Treasurer Jim Chalmers says today’s interest rate rise will impact the government’s ability to reduce the budget’s $1 trillion debt, saying the challenge of inflation “will get harder before it gets easier”.

“This will be very difficult news for all of those Australians who are already facing skyrocketing costs of living in this country,” Chalmers told a press conference after the Reserve Bank’s decision to lift the cash rate to 0.85 per cent.

Chalmers says the budget deficit will be harder to tackle.

Chalmers says the budget deficit will be harder to tackle.Credit:Alex Ellinghausen

“And in addition to the pressure it will put on family budgets, it will also make it more expensive for the Commonwealth government to service that trillion dollars of debt in the budget.”

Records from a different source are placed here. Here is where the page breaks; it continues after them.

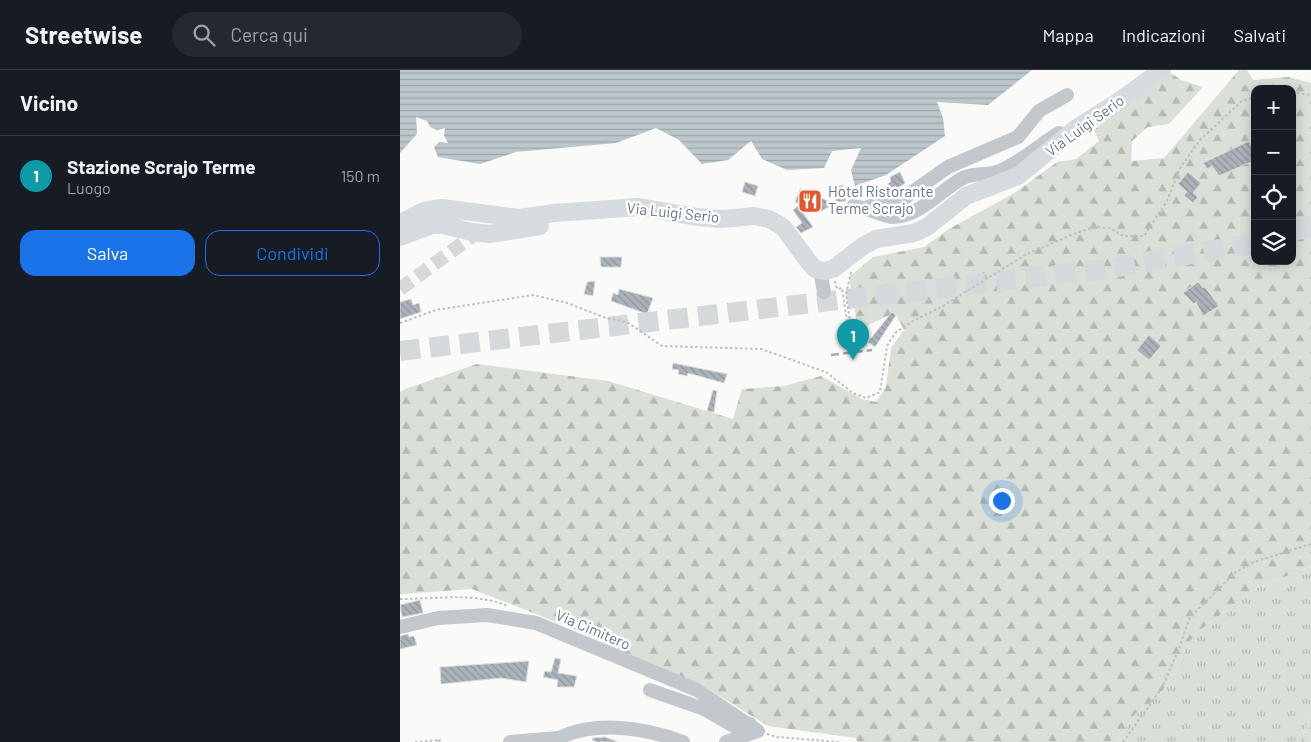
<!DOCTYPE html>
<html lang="it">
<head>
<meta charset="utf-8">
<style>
	:root { --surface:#171b24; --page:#242831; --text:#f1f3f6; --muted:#9ea1a6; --line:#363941; --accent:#1a73e8 }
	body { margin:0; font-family:Barlow,sans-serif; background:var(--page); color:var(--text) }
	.controls { position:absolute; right:15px; top:15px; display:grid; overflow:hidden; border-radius:10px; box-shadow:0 2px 12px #0003 }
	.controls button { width:45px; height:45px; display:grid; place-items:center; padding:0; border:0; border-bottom:1px solid var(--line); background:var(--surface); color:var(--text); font:25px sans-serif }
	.you { position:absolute; left:601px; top:430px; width:18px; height:18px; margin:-12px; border:4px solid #fff; border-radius:50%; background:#1a73e8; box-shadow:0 0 0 8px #1a73e833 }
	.badge { display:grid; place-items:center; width:32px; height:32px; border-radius:50%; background:var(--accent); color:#fff; font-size:16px; font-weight:700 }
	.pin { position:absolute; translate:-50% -41px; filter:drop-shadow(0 1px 2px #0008) }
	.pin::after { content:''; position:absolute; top:26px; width:18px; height:15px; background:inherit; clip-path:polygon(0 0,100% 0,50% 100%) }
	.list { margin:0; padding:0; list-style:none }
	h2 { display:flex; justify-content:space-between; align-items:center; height:65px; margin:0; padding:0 20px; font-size:21px }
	h2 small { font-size:16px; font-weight:400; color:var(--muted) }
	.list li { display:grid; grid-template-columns:32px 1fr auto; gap:15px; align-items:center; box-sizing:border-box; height:80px; padding:0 20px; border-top:1px solid var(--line) }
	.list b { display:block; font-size:19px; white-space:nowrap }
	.list p { margin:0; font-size:16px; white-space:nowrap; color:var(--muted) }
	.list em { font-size:16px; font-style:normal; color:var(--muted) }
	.actions { display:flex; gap:10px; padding:15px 20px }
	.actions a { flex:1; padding:11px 0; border:1px solid var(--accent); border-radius:15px; text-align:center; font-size:18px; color:var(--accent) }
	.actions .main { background:var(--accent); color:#fff }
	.icon { flex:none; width:28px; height:28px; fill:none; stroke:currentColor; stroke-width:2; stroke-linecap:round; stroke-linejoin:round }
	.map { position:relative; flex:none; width:911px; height:672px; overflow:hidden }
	header { display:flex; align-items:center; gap:30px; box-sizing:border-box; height:70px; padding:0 25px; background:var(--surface); border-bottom:1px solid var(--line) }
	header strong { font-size:24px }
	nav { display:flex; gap:28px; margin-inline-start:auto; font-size:18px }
	.search { width:350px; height:45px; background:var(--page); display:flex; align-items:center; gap:12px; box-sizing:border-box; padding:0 18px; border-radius:28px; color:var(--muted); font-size:19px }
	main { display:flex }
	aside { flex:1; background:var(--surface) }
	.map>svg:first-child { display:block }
	.grass { fill:url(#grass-tufts) }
	.forest { fill:url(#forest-firs); fill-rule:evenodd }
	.water { fill:url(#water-rules) }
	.building { fill:url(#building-back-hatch); stroke:#dcdcda }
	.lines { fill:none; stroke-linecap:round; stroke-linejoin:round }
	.minor-tunnel { stroke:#d5d9db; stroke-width:14; stroke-dasharray:14 7; stroke-linecap:butt }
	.highway-tunnel { stroke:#d5d9db; stroke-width:20; stroke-dasharray:20 10; stroke-linecap:butt }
	.path { stroke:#bbbfc2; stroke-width:2; stroke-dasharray:2.5 2.5; stroke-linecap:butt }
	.minor { stroke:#c3c8cc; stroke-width:14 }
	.major { stroke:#d6dbdf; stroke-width:18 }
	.rail { stroke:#a2aab0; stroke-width:2.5; stroke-dasharray:8 4; stroke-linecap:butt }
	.labels { text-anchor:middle; stroke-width:5; stroke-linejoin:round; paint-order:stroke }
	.street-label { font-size:15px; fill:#657683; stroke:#fff }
	.poi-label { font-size:15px; fill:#657683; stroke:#fff; text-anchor:start }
</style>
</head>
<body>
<header>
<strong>Streetwise</strong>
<div class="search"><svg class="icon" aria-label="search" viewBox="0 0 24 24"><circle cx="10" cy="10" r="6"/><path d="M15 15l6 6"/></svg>Cerca qui</div>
<nav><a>Mappa</a><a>Indicazioni</a><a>Salvati</a></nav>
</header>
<main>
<aside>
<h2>Vicino<small></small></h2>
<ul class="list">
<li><span class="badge" style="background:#0f9aa8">1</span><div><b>Stazione Scrajo Terme</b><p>Luogo</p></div><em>150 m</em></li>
</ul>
<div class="actions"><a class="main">Salva</a><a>Condividi</a></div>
</aside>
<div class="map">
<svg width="911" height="672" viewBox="0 0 911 672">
	<defs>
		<pattern id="grass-tufts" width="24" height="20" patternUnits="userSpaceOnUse" patternTransform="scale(1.25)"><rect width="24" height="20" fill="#dadfd7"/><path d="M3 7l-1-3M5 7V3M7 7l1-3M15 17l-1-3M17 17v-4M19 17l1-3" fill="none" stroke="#b4b9b4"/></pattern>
		<pattern id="forest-firs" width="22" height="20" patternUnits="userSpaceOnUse" patternTransform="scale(1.25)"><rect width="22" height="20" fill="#dadfd7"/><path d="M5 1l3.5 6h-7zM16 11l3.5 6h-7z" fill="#b4b9b4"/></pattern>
		<pattern id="water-rules" width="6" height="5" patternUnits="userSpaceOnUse" patternTransform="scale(1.25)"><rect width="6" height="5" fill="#bbc7cb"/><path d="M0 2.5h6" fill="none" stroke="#9ca6aa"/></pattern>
		<pattern id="building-back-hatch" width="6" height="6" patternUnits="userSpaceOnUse" patternTransform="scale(1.25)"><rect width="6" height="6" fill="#aab3b9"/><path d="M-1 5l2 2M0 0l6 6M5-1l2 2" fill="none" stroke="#8e969c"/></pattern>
	</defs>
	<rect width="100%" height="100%" fill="#fafaf8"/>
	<path class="grass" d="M911,496V641L901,672H716L735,644L757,628L773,606L789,572L805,556L855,519Z"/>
	<path class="forest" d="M839,0H847L853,10L889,7L911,13V496L855,519L805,556L789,572L773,606L757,628L735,644L716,672H457L456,668L368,656L302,615L213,578L169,557L72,519L0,524V322L5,319L77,294L208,311L333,349L342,319L384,316L421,306L462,329L476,332L486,317L491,278L504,260L495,243L470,254L459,266L449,207L473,187L524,177L549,159L616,122L657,92L676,89L699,71L694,60L768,1L781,10L803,17L769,54L748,57L732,71L731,91L764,88ZM855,19H892V191H855Z
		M911,641V672H901Z"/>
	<path class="water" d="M0,0H632L588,35L537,32L543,48L545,66L486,105L455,116L451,100L461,78L432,81L424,98L387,100L362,89L351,71L328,90L302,94L279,70L256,58L216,73L116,82L80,94L38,87L34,77L39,72L48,73L44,66L45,58L37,60L30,57L27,51L16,47L17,64L0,83Z"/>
	<path class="building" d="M849,71L855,82V90L819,106L812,96L807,99L803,93Z
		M500,102L505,113L486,127L480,121L491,111L490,107Z
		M788,102L801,113L793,123L798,127L793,133L784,125L787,122L778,114Z
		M345,112L358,116L355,126L342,122Z
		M443,115L446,131L436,132L433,117Z
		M400,119L435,134L419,142L395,132Z
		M398,136L413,157L401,163L396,157L402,153L393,140Z
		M200,187H222L221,197H201Z
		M195,211L193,226L184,224L187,212Z
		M798,212L803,218L805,217L819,236L803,246L796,232L794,234L783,223Z
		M219,219L253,228L247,244L211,231L213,223L218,225Z
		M11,229L13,235L19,233L21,242L0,249V232Z
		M492,242L496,245L475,277L468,272Z
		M749,265L761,276L749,290L737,280Z
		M273,293L327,304L324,313L288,303L287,306L278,304L279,300L272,299Z
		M313,320L317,321L314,342L307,341Z
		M20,530L23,543L2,547L0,535Z
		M8,564L9,567L14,566L17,575L0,579V566Z
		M155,588L161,589L158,603L177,606L174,617H157L158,610L143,607L145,601L151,602Z
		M129,591L126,612L101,608L41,614L40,597Z
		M205,667L218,672H197L192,670L193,668Z"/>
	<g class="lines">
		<path class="minor-tunnel" d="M0,219L82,159"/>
		<path class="highway-tunnel" d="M892,162L911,156
			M0,281L705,199L855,173"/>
		<path class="path" d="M892,22L911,25
			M451,202L446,224L451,258H448L455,287
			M435,211L437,219L442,218L448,258
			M0,253L36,240L133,225L167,233L206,248L227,252L262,276L361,279L426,302L453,323L466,328L480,322L487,276L495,263L513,251L543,236L625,185L676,163L695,157L710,158L723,166H744L767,131L780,98L800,70L842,31L855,27
			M0,529C36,529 73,522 108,536
			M367,664L377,667L439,672
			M15,672L40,670L37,672
			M723,672L762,618L778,581L790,547L836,502L854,492L911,474"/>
		<path class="minor" d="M453,136C466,137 485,147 493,147C521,146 540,120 563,108C574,102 585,106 597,102C619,94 639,75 659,63L668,65
			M470,136L476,134L488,136L500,131L548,97L618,67L639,41L667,25
			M420,200L424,222
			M0,557L38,548L87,545L136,553L297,620L358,661L326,672
			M250,620L304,639L339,659L350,654
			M110,672L158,668
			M152,672C190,649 243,657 283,672"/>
		<path class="major" d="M0,153L24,141L42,138L119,148L154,143L239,137L297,147L322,149L354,146L369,149L383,157L408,191L415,199L424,201L433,199L463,176L476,169L514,163L527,157L566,126L618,106L678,57L719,31L762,0
			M0,167L32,155H43L72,162L90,164L140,156"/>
		<path class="rail" d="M431,285L472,280"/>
	</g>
	<defs>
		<g id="restaurant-square" transform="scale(1.25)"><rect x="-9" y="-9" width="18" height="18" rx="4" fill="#e4572e" stroke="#fff"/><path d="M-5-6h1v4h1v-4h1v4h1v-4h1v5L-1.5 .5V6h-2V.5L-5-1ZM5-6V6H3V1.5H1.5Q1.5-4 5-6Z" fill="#fff"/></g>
	</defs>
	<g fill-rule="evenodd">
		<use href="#restaurant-square" x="410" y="131"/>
	</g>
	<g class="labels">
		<g class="street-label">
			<text transform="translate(685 56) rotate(-36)" y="5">Via Luigi Serio</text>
			<text transform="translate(273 143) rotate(6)" y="5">Via Luigi Serio</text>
			<text transform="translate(193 560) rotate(23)" y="5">Via Cimitero</text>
		</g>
		<g class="poi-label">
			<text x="428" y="127">Hotel Ristorante<tspan x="428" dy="17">Terme Scrajo</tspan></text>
		</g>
	</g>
</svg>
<div class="controls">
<button>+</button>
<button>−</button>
<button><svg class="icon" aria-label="locate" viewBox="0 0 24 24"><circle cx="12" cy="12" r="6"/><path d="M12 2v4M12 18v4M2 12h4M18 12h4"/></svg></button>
<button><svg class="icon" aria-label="layers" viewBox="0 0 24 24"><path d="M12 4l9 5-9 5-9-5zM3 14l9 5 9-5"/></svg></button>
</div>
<div class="you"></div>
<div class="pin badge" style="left:453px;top:290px;background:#0f9aa8">1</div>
</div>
</main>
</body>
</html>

He described the budget as “heaving with Liberal debt”, saying it was within reach to strengthen the economy, “but first we need to navigate together this high and rising inflation and the interest rate rises that accompany it”.

“We need to be honest and upfront with the Australian people about the nature, the severity, the magnitude of this inflation challenge that we confront,” Chalmers said.

The Treasurer has flagged cost-of-living relief in the government’s October budget, including reducing the cost of childcare and medicines, as well as trying to push down energy prices.

“The best thing that we can do as a government is to make sure that we grow the economy without adding these inflationary pressures, that we get real wages moving again and that we actually have something to show for this trillion dollars in debt that our predecessors have racked up,” he said.